The rocket core will contain pressurized tanks of liquid fuel and oxidizer to power a dual-start lift engine, which will allow for additional control during the ascent phase through its ability to throttle down to as low as 10% thrust so we can aim for various orbital insertion altitudes. The lifter engine will be chosen at the start of 2018 – several companies have spent the past year building and testing various engines for us to award a contract to. Should the core not be enough for heavier payloads, we plan to use the USI 0.625m SRBs in a 2, 3 or 4 configuration to add additional boost, given that we are currently using less than half of their total power for Progeny rockets.

Control of the rocket will be via a computer system based off the M-315 used on the Progeny rockets, sporting dual modular redundancy thanks to the increased size of the 1.25m core atop which it will sit.

We do not have an estimate of payload capacity at this time.

Operating in Orbit

As if reaching orbit isn’t hard enough, there are various issues that need to be addressed once we get there. The most important one will be power, because unlike the Progeny rockets these craft will not be coming back on their own if they run out of juice before we tell them to retard their orbit back into the atmosphere to eventually be dragged back down and recovered (or allowed to burn up, depending on the mission). So far we have been able to rely on batteries to power our spacecraft on short sub-orbital flights but spending hours or days or longer in orbit with batteries would reduce the payload mass available for scientific instruments.

Our reliance on keothermal power has not led to any real progress in energy technology useful for spaceflight, like kerbolar power.

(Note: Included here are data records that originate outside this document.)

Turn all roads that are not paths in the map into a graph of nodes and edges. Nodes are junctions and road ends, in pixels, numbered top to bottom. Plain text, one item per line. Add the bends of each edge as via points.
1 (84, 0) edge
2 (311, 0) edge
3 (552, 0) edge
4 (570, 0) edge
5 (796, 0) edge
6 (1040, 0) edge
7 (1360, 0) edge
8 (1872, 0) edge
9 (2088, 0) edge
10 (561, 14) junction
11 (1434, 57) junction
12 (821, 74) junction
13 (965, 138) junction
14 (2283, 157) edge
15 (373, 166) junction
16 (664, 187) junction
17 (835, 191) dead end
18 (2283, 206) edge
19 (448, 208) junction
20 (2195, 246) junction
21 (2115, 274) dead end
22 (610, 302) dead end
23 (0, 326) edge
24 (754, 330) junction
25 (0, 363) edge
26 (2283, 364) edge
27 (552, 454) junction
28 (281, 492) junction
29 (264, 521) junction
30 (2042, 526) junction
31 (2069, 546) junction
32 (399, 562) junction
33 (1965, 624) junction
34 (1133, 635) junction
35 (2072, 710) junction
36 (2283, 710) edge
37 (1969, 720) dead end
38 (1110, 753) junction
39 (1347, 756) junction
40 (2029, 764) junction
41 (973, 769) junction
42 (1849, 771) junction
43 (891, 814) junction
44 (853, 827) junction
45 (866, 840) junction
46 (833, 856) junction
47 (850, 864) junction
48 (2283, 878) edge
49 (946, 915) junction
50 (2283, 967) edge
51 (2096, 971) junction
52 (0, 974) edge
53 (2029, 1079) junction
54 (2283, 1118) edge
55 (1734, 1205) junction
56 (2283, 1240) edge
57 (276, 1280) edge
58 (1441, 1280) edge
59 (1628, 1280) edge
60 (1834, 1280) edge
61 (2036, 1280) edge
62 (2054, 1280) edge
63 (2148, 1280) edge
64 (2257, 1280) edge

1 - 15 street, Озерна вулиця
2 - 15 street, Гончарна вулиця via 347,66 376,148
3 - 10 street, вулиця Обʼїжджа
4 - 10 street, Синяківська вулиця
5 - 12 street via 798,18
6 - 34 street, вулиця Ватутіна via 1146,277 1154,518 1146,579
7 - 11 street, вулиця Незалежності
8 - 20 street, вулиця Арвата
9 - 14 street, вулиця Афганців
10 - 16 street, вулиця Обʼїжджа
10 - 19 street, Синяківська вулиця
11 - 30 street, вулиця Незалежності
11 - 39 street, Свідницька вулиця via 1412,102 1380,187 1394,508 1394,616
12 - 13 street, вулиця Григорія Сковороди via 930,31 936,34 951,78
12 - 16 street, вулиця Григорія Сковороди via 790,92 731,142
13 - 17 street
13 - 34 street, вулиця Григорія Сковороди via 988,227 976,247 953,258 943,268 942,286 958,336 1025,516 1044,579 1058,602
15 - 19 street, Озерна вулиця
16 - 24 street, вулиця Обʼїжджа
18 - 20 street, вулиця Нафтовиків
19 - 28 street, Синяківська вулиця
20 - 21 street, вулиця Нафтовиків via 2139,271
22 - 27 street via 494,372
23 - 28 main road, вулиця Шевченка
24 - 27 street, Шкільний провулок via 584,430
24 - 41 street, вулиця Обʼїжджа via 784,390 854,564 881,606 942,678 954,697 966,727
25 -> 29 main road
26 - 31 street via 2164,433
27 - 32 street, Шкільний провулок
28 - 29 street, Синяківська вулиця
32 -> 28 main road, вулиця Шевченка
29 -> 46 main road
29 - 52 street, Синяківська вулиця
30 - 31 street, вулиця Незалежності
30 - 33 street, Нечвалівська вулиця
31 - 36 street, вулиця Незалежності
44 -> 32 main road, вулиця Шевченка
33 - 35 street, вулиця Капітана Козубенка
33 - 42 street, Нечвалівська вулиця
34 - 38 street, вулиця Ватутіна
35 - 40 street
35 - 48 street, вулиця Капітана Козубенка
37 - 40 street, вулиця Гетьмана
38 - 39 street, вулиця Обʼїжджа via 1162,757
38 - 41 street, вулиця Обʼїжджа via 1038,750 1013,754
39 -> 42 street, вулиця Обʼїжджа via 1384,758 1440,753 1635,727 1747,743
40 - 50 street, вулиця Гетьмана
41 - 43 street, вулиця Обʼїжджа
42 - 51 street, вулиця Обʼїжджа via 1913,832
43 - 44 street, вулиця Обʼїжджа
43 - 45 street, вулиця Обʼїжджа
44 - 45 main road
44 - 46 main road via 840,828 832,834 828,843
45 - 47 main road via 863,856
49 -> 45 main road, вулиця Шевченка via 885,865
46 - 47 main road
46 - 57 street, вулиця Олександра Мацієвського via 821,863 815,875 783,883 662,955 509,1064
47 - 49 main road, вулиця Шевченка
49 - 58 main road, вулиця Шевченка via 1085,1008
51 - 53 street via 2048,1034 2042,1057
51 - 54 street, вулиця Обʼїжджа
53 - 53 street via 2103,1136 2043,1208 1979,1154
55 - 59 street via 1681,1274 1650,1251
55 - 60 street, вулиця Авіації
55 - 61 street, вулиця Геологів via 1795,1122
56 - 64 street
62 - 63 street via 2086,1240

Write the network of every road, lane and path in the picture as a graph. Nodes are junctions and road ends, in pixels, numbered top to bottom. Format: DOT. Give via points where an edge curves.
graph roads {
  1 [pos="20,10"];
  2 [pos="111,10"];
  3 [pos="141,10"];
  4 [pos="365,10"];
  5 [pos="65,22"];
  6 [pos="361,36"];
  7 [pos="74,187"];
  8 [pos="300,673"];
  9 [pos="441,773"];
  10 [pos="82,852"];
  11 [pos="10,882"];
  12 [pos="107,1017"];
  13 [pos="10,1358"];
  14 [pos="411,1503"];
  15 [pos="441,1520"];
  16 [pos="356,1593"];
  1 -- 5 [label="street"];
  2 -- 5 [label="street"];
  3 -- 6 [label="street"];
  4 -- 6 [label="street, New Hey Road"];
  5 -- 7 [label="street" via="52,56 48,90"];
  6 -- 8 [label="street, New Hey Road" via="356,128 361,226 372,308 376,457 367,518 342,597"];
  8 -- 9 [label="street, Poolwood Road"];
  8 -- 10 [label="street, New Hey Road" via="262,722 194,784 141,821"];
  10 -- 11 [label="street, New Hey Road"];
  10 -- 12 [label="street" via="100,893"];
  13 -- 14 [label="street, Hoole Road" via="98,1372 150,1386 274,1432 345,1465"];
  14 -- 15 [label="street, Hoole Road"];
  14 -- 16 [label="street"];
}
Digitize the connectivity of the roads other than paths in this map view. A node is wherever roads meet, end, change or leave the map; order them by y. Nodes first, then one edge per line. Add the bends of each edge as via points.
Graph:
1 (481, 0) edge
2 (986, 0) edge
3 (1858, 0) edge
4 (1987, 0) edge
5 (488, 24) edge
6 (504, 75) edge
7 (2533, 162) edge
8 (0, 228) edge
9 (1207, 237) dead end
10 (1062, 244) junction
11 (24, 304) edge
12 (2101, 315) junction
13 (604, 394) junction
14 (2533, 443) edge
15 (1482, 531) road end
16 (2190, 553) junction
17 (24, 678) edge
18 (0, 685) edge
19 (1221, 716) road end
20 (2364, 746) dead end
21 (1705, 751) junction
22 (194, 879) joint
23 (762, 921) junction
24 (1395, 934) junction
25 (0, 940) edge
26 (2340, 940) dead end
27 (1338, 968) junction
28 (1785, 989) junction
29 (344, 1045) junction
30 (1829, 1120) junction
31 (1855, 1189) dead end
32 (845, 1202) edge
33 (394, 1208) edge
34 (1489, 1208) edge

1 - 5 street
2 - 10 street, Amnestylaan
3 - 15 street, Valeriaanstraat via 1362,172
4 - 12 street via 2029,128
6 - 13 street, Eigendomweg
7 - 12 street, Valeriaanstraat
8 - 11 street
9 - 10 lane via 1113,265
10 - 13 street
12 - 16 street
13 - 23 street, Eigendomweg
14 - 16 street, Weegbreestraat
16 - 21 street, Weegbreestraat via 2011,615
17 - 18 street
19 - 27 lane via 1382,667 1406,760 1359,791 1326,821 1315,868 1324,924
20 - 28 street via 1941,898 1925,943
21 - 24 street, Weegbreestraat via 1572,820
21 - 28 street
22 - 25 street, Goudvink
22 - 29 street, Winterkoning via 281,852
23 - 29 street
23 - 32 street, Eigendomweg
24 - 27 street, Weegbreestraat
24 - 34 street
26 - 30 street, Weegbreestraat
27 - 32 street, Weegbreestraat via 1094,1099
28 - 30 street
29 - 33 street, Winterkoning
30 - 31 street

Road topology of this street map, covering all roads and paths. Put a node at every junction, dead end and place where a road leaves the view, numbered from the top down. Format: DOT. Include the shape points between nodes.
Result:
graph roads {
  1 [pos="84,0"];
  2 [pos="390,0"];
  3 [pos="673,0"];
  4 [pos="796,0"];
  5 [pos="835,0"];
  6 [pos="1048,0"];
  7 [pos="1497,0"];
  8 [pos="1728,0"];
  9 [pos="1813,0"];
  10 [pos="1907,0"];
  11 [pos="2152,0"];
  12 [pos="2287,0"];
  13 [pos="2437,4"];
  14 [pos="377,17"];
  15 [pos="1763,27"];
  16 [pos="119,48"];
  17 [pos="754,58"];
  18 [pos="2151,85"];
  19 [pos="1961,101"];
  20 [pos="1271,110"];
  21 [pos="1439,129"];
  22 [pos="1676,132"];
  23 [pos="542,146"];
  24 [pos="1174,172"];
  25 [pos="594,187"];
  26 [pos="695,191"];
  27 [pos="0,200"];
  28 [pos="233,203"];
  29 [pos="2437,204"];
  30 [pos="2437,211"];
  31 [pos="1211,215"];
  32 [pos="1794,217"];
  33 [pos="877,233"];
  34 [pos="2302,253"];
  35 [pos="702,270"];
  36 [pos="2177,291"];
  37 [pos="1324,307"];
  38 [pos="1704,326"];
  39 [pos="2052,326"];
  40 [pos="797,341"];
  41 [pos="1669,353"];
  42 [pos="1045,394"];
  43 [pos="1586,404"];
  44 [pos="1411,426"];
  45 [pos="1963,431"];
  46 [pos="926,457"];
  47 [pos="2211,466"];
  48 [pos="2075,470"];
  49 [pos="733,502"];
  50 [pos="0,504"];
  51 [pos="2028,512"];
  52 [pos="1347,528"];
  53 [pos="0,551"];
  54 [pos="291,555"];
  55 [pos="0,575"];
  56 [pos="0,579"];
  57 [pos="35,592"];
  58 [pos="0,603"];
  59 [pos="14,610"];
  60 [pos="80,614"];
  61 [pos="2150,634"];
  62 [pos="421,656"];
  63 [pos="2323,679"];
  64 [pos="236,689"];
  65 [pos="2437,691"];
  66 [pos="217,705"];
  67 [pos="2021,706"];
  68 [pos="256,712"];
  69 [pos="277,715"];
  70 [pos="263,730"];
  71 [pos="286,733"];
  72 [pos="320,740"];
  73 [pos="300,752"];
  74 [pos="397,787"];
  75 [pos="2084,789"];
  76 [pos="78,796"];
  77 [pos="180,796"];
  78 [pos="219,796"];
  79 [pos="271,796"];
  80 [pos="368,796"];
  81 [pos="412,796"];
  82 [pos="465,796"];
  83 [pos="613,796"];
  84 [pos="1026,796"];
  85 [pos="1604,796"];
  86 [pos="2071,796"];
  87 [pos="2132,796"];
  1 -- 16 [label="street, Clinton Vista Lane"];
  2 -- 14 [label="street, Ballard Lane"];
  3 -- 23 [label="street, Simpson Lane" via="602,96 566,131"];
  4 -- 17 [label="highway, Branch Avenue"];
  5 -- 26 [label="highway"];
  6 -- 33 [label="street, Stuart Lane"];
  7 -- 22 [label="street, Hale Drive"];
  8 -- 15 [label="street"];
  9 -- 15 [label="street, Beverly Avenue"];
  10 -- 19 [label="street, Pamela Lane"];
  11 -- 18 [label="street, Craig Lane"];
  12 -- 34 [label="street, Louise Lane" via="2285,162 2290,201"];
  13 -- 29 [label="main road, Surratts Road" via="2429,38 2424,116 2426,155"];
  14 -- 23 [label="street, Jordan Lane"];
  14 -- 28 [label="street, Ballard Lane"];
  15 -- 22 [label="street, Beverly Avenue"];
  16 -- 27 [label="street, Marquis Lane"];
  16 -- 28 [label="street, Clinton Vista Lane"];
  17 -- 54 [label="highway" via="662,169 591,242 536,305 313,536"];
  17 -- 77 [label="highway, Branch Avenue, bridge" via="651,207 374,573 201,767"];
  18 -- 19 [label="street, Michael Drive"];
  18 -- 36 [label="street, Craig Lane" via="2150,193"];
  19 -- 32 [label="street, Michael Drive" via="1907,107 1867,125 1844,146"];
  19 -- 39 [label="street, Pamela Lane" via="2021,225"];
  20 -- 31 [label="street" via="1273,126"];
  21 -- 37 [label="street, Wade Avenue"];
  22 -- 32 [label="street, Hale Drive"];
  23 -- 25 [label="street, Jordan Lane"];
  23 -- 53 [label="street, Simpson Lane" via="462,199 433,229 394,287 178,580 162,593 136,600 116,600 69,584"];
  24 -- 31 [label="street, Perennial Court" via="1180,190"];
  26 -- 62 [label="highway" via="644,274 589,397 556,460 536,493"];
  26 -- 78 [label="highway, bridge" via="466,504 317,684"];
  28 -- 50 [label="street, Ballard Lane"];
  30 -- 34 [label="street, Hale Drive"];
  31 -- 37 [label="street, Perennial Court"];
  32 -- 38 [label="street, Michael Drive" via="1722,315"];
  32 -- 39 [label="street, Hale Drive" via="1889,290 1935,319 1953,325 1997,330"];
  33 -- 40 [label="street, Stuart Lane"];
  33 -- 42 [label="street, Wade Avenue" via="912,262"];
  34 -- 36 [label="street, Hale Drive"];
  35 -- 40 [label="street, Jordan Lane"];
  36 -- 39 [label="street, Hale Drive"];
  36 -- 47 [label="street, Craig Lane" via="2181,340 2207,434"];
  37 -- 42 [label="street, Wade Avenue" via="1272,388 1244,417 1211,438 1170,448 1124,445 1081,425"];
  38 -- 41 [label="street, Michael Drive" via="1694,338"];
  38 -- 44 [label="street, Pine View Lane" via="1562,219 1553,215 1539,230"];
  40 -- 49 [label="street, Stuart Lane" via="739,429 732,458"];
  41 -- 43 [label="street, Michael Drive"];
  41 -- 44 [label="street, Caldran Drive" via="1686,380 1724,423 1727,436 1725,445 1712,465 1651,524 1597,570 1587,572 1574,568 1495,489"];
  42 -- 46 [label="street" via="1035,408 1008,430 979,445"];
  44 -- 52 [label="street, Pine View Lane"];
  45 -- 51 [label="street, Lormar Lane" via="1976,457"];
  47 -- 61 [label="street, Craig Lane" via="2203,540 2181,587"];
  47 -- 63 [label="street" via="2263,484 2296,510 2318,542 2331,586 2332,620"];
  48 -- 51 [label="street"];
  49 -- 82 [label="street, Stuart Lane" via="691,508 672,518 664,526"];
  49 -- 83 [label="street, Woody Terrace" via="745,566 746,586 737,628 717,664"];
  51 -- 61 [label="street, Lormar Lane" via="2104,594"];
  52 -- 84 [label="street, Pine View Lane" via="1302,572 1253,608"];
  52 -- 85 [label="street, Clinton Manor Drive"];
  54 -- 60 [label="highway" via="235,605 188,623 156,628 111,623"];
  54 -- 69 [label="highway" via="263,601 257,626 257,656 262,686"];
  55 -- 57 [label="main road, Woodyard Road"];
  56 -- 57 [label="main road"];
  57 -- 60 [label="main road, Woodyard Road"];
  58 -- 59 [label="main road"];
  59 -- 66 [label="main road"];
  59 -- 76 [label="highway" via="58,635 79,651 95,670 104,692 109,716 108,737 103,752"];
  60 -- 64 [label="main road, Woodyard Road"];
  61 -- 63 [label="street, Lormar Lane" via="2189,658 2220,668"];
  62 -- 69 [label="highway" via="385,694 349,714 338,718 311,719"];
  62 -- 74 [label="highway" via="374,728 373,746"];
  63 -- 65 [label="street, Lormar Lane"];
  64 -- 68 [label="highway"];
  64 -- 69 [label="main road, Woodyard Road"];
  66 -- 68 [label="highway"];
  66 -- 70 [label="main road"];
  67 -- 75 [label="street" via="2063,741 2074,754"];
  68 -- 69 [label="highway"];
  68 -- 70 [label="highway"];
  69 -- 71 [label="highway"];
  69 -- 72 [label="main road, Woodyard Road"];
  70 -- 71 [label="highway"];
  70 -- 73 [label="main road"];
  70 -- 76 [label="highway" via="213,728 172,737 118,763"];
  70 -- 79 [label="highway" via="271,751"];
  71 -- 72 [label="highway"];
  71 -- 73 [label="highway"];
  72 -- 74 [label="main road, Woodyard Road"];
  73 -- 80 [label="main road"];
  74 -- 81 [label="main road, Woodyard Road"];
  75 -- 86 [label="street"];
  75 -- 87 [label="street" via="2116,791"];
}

We hope to have kerbolar panels to test out sometime in 2018 but the tech is still very nascent. Progress has been made readying radioactive isotope thermoelectric generators using the Kuudite mined from Sheltered Rock (described in our Extremis program brief) but no one is really eager to place radioactive materials on an unproven rocket. For now, orbital satellites will be limited in their ability to operate in space for extended periods of time, although our own Research & Development section has been working to give us bigger batteries that weigh less and store more energy.

Control in orbit extends beyond mere communication, as once the rocket engine shuts down it will only be able to restart once for a de-orbit burn – but it will be facing the wrong way! To allow the rocket to maneuver in zero-G and to also help make sure fuel gets to the engine for a restart, a reaction control system will use a small supply of monopropellant onboard to reorient the rocket. The fixed nozzles will be placed around the ends of rocket core to increase torque and will not be powerful enough to use as maneuvering thrusters during ascent.

While we can easily send and receive signals from low orbit, our time to do so while the spacecraft is within sight is limited due to the number of ground stations being just us along the equator, which would be the easiest trajectory to launch into. Arekibo and ATN central will not be capable of relaying signals as part of the Deep Space Network until late 2018 and early 2019, respectively. This will require a good deal of advanced operational planning to ensure that we can be in touch with the spacecraft often enough to tell it to get back down out of orbit before its power runs out.

We Can Build It!

As all the pieces continue to come together, we are targeting a series of launches to begin by the end of Q1 2018, which will feature just the core stage carrying a cargo bay for instruments capped off with a nose cone parachute and a decoupler to drop the engine and fuel tanks once re-entry is complete. After the engine has been selected we will reveal the rocket blueprint. Many more details of the program will be covered also in the coming months. Everyone here at the KSA is excited and ready to take the next step in space exploration!